§ The records

********************

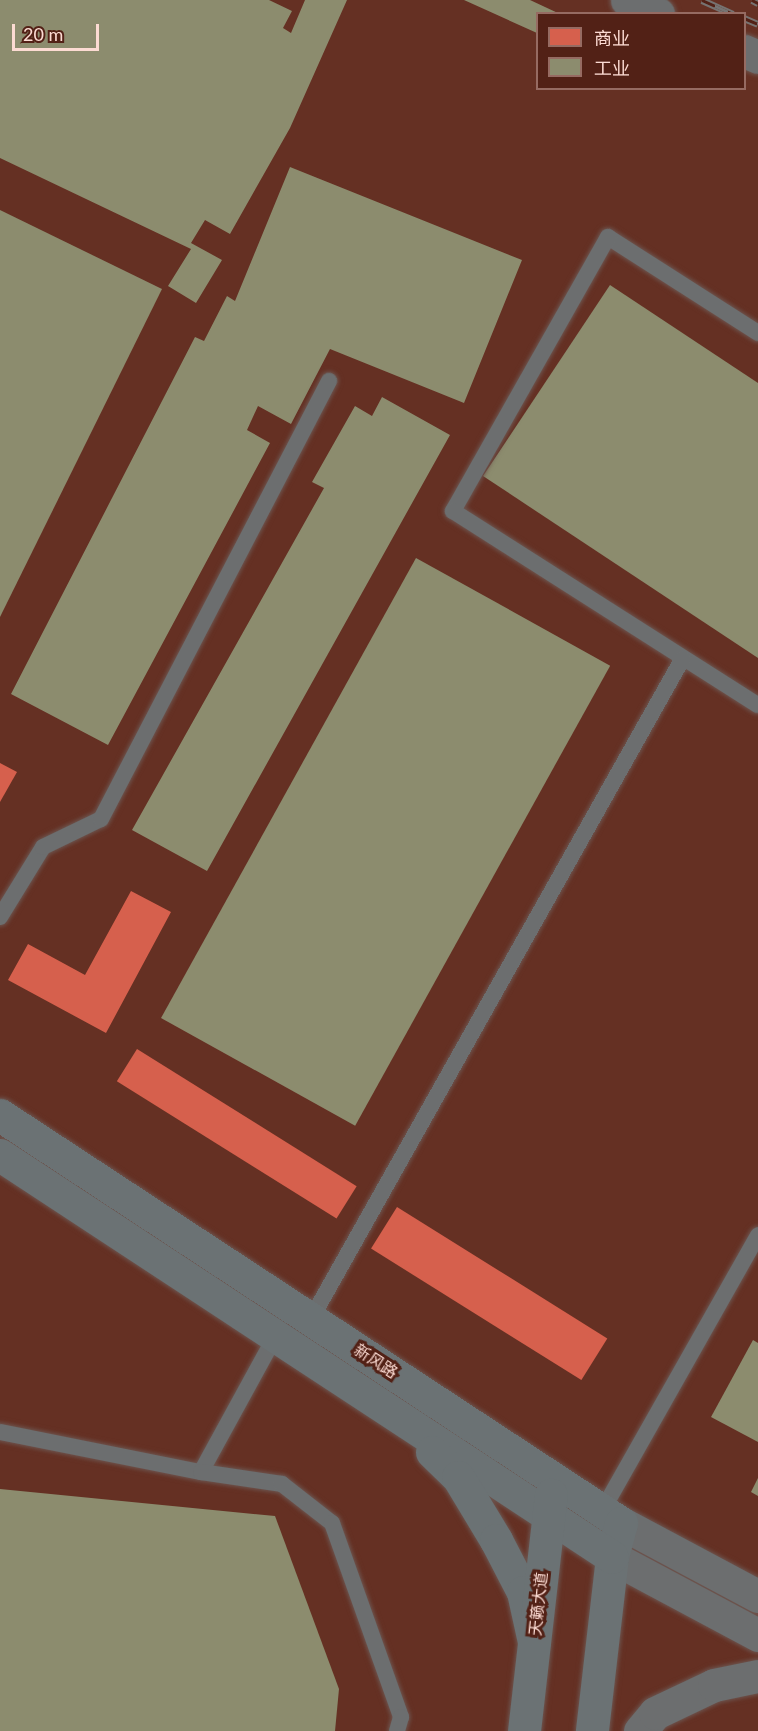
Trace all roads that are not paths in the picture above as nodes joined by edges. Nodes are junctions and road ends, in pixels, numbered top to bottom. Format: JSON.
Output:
{"nodes":[{"id":1,"x":627,"y":0,"type":"edge"},
{"id":2,"x":654,"y":12,"type":"edge"},
{"id":3,"x":758,"y":333,"type":"edge"},
{"id":4,"x":329,"y":381,"type":"dead end"},
{"id":5,"x":683,"y":658,"type":"junction"},
{"id":6,"x":758,"y":705,"type":"edge"},
{"id":7,"x":0,"y":917,"type":"edge"},
{"id":8,"x":0,"y":1115,"type":"edge"},
{"id":9,"x":0,"y":1155,"type":"edge"},
{"id":10,"x":758,"y":1235,"type":"edge"},
{"id":11,"x":311,"y":1319,"type":"junction"},
{"id":12,"x":276,"y":1335,"type":"junction"},
{"id":13,"x":383,"y":1406,"type":"junction"},
{"id":14,"x":0,"y":1432,"type":"edge"},
{"id":15,"x":201,"y":1472,"type":"junction"},
{"id":16,"x":553,"y":1478,"type":"junction"},
{"id":17,"x":548,"y":1514,"type":"junction"},
{"id":18,"x":612,"y":1517,"type":"junction"},
{"id":19,"x":612,"y":1557,"type":"junction"},
{"id":20,"x":758,"y":1596,"type":"edge"},
{"id":21,"x":758,"y":1635,"type":"edge"},
{"id":22,"x":534,"y":1642,"type":"junction"},
{"id":23,"x":758,"y":1676,"type":"edge"},
{"id":24,"x":397,"y":1731,"type":"edge"},
{"id":25,"x":524,"y":1731,"type":"edge"},
{"id":26,"x":592,"y":1731,"type":"edge"},
{"id":27,"x":640,"y":1731,"type":"edge"}],
"edges":[{"from":1,"to":2,"type":"street"},
{"from":3,"to":5,"type":"lane"},
{"from":4,"to":7,"type":"lane"},
{"from":5,"to":6,"type":"lane"},
{"from":5,"to":11,"type":"lane"},
{"from":8,"to":11,"type":"main road","name":"新风路"},
{"from":9,"to":12,"type":"main road","name":"新风路"},
{"from":10,"to":18,"type":"lane"},
{"from":11,"to":16,"type":"main road","name":"新风路"},
{"from":12,"to":13,"type":"main road","name":"新风路"},
{"from":12,"to":15,"type":"lane"},
{"from":13,"to":17,"type":"main road","name":"新风路"},
{"from":13,"to":22,"type":"main road"},
{"from":14,"to":15,"type":"lane"},
{"from":15,"to":24,"type":"lane"},
{"from":16,"to":17,"type":"main road","name":"天籁大道"},
{"from":16,"to":18,"type":"main road","name":"新风路"},
{"from":17,"to":19,"type":"main road","name":"新风路"},
{"from":17,"to":22,"type":"main road","name":"天籁大道"},
{"from":18,"to":19,"type":"main road"},
{"from":18,"to":20,"type":"street","name":"新风路"},
{"from":19,"to":21,"type":"street","name":"新风路"},
{"from":19,"to":26,"type":"main road"},
{"from":22,"to":25,"type":"main road","name":"天籁大道"},
{"from":23,"to":27,"type":"street"}]}
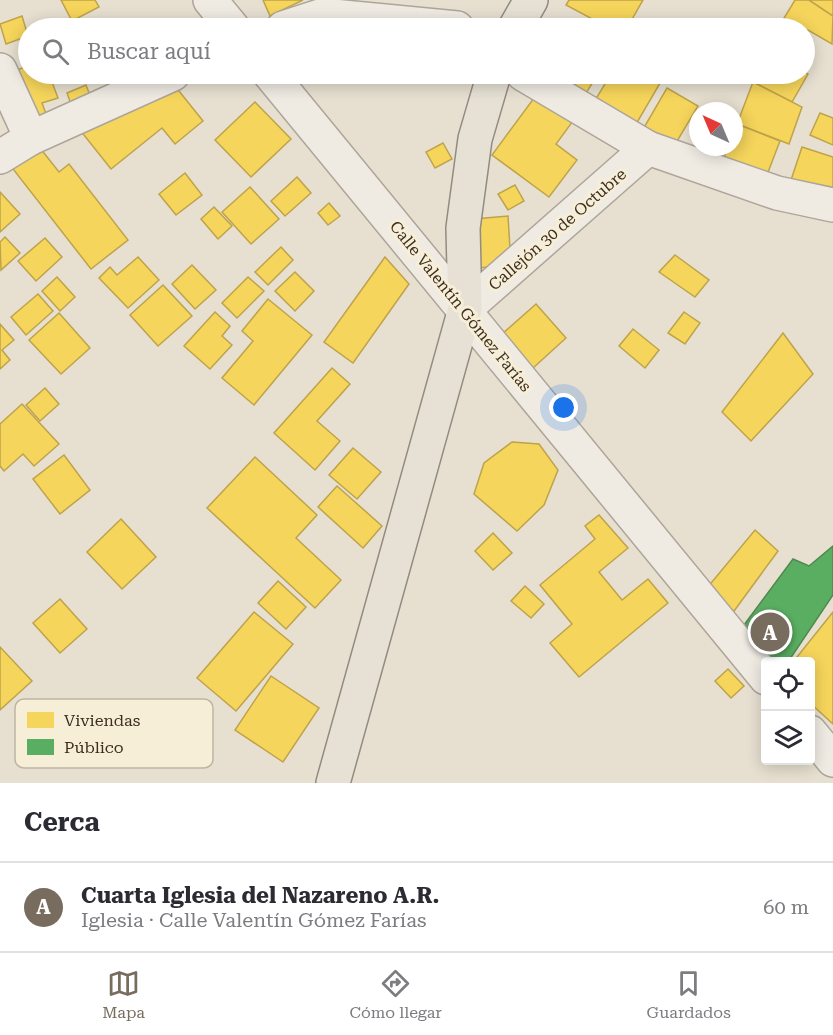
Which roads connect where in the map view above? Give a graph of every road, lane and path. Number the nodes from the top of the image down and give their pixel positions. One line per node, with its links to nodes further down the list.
1 (210, 0): 3 (street)
2 (531, 0): 6 (main road)
3 (225, 18)
4 (313, 18): 5 (street)
5 (420, 18)
6 (521, 18)
7 (0, 70): 12 (street)
8 (151, 84): 12 (street)
9 (278, 84): 16 (street, Calle Valentín Gómez Farías)
10 (491, 84): 16 (main road)
11 (540, 84): 13 (street)
12 (31, 138): 14 (street)
13 (648, 148): 15 (street); 16 (street, Callejón 30 de Octubre)
14 (0, 157)
15 (833, 205)
16 (465, 309): 17 (street, Calle Valentín Gómez Farías); 20 (main road)
17 (761, 673)
18 (815, 738): 19 (street)
19 (833, 760)
20 (333, 783)

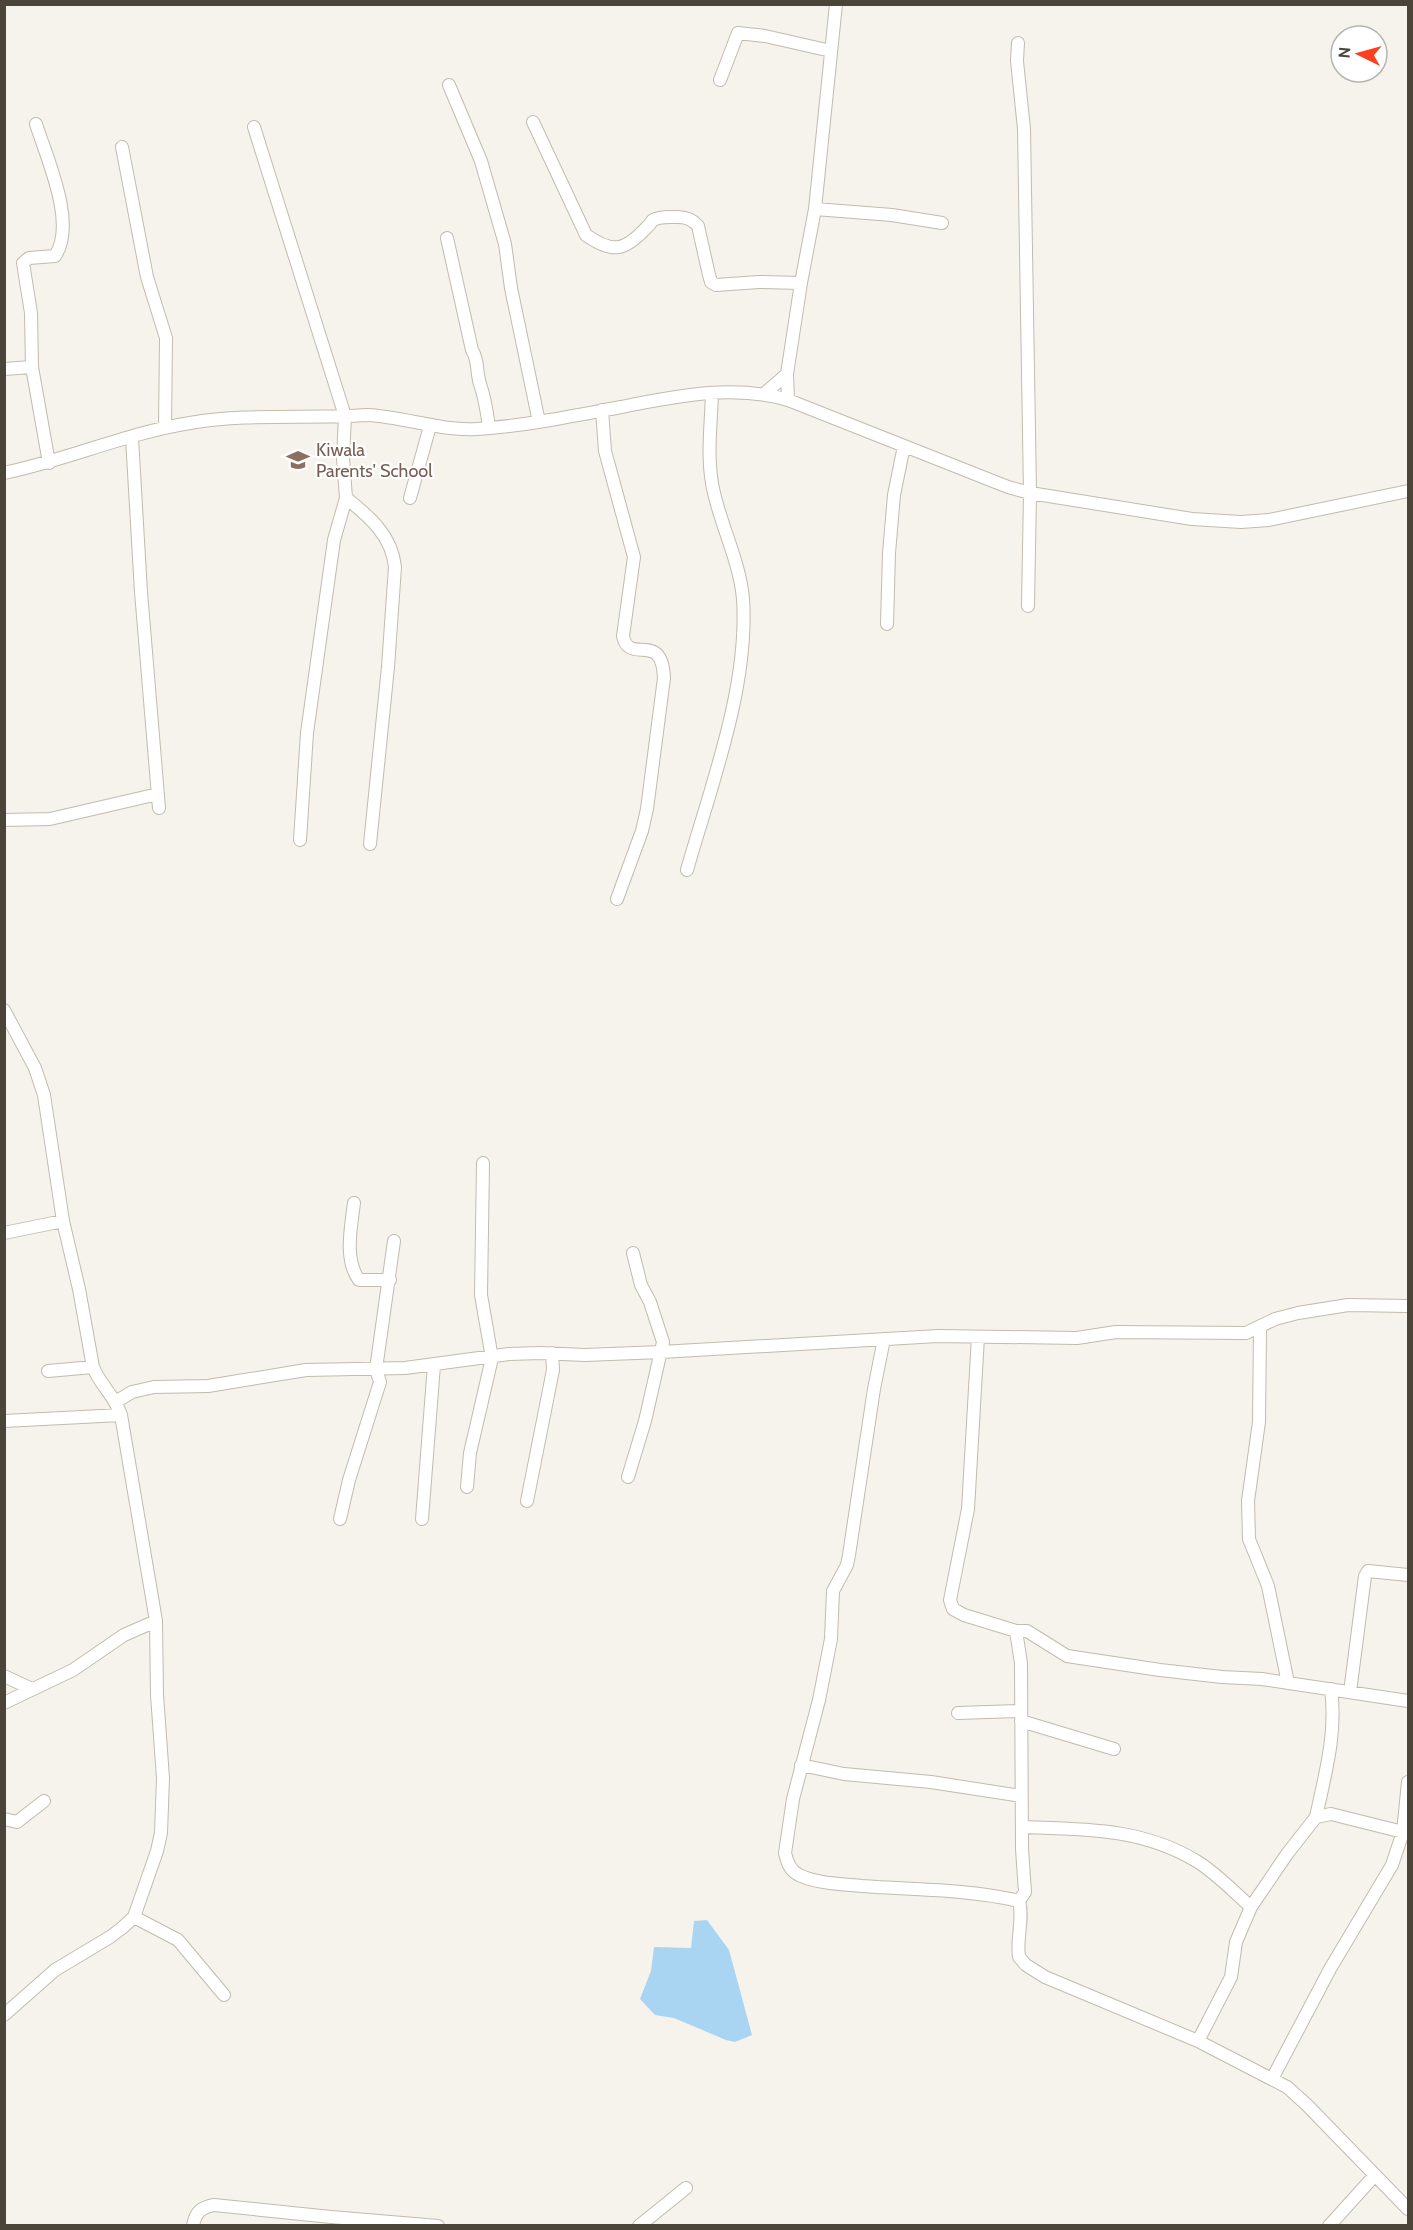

********************

§ What you are asked to do
Give every entry again word for word; no images belong in the copy.

§ Answer to the exercise
Trace all roads that are not paths in the picture above as nodes joined by edges. Nodes are junctions and road ends, in pixels, numbered top to bottom. Format: JSON.
Output:
{"nodes":[{"id":1,"x":627,"y":0,"type":"edge"},
{"id":2,"x":654,"y":12,"type":"edge"},
{"id":3,"x":758,"y":333,"type":"edge"},
{"id":4,"x":329,"y":381,"type":"dead end"},
{"id":5,"x":683,"y":658,"type":"junction"},
{"id":6,"x":758,"y":705,"type":"edge"},
{"id":7,"x":0,"y":917,"type":"edge"},
{"id":8,"x":0,"y":1115,"type":"edge"},
{"id":9,"x":0,"y":1155,"type":"edge"},
{"id":10,"x":758,"y":1235,"type":"edge"},
{"id":11,"x":311,"y":1319,"type":"junction"},
{"id":12,"x":276,"y":1335,"type":"junction"},
{"id":13,"x":383,"y":1406,"type":"junction"},
{"id":14,"x":0,"y":1432,"type":"edge"},
{"id":15,"x":201,"y":1472,"type":"junction"},
{"id":16,"x":553,"y":1478,"type":"junction"},
{"id":17,"x":548,"y":1514,"type":"junction"},
{"id":18,"x":612,"y":1517,"type":"junction"},
{"id":19,"x":612,"y":1557,"type":"junction"},
{"id":20,"x":758,"y":1596,"type":"edge"},
{"id":21,"x":758,"y":1635,"type":"edge"},
{"id":22,"x":534,"y":1642,"type":"junction"},
{"id":23,"x":758,"y":1676,"type":"edge"},
{"id":24,"x":397,"y":1731,"type":"edge"},
{"id":25,"x":524,"y":1731,"type":"edge"},
{"id":26,"x":592,"y":1731,"type":"edge"},
{"id":27,"x":640,"y":1731,"type":"edge"}],
"edges":[{"from":1,"to":2,"type":"street"},
{"from":3,"to":5,"type":"lane"},
{"from":4,"to":7,"type":"lane"},
{"from":5,"to":6,"type":"lane"},
{"from":5,"to":11,"type":"lane"},
{"from":8,"to":11,"type":"main road","name":"新风路"},
{"from":9,"to":12,"type":"main road","name":"新风路"},
{"from":10,"to":18,"type":"lane"},
{"from":11,"to":16,"type":"main road","name":"新风路"},
{"from":12,"to":13,"type":"main road","name":"新风路"},
{"from":12,"to":15,"type":"lane"},
{"from":13,"to":17,"type":"main road","name":"新风路"},
{"from":13,"to":22,"type":"main road"},
{"from":14,"to":15,"type":"lane"},
{"from":15,"to":24,"type":"lane"},
{"from":16,"to":17,"type":"main road","name":"天籁大道"},
{"from":16,"to":18,"type":"main road","name":"新风路"},
{"from":17,"to":19,"type":"main road","name":"新风路"},
{"from":17,"to":22,"type":"main road","name":"天籁大道"},
{"from":18,"to":19,"type":"main road"},
{"from":18,"to":20,"type":"street","name":"新风路"},
{"from":19,"to":21,"type":"street","name":"新风路"},
{"from":19,"to":26,"type":"main road"},
{"from":22,"to":25,"type":"main road","name":"天籁大道"},
{"from":23,"to":27,"type":"street"}]}
Which roads connect where in the map view above? Give a graph of every road, lane and path. Number the nodes from the top of the image down and give their pixel positions. One line per node, with its links to nodes further down the list.
1 (210, 0): 3 (street)
2 (531, 0): 6 (main road)
3 (225, 18)
4 (313, 18): 5 (street)
5 (420, 18)
6 (521, 18)
7 (0, 70): 12 (street)
8 (151, 84): 12 (street)
9 (278, 84): 16 (street, Calle Valentín Gómez Farías)
10 (491, 84): 16 (main road)
11 (540, 84): 13 (street)
12 (31, 138): 14 (street)
13 (648, 148): 15 (street); 16 (street, Callejón 30 de Octubre)
14 (0, 157)
15 (833, 205)
16 (465, 309): 17 (street, Calle Valentín Gómez Farías); 20 (main road)
17 (761, 673)
18 (815, 738): 19 (street)
19 (833, 760)
20 (333, 783)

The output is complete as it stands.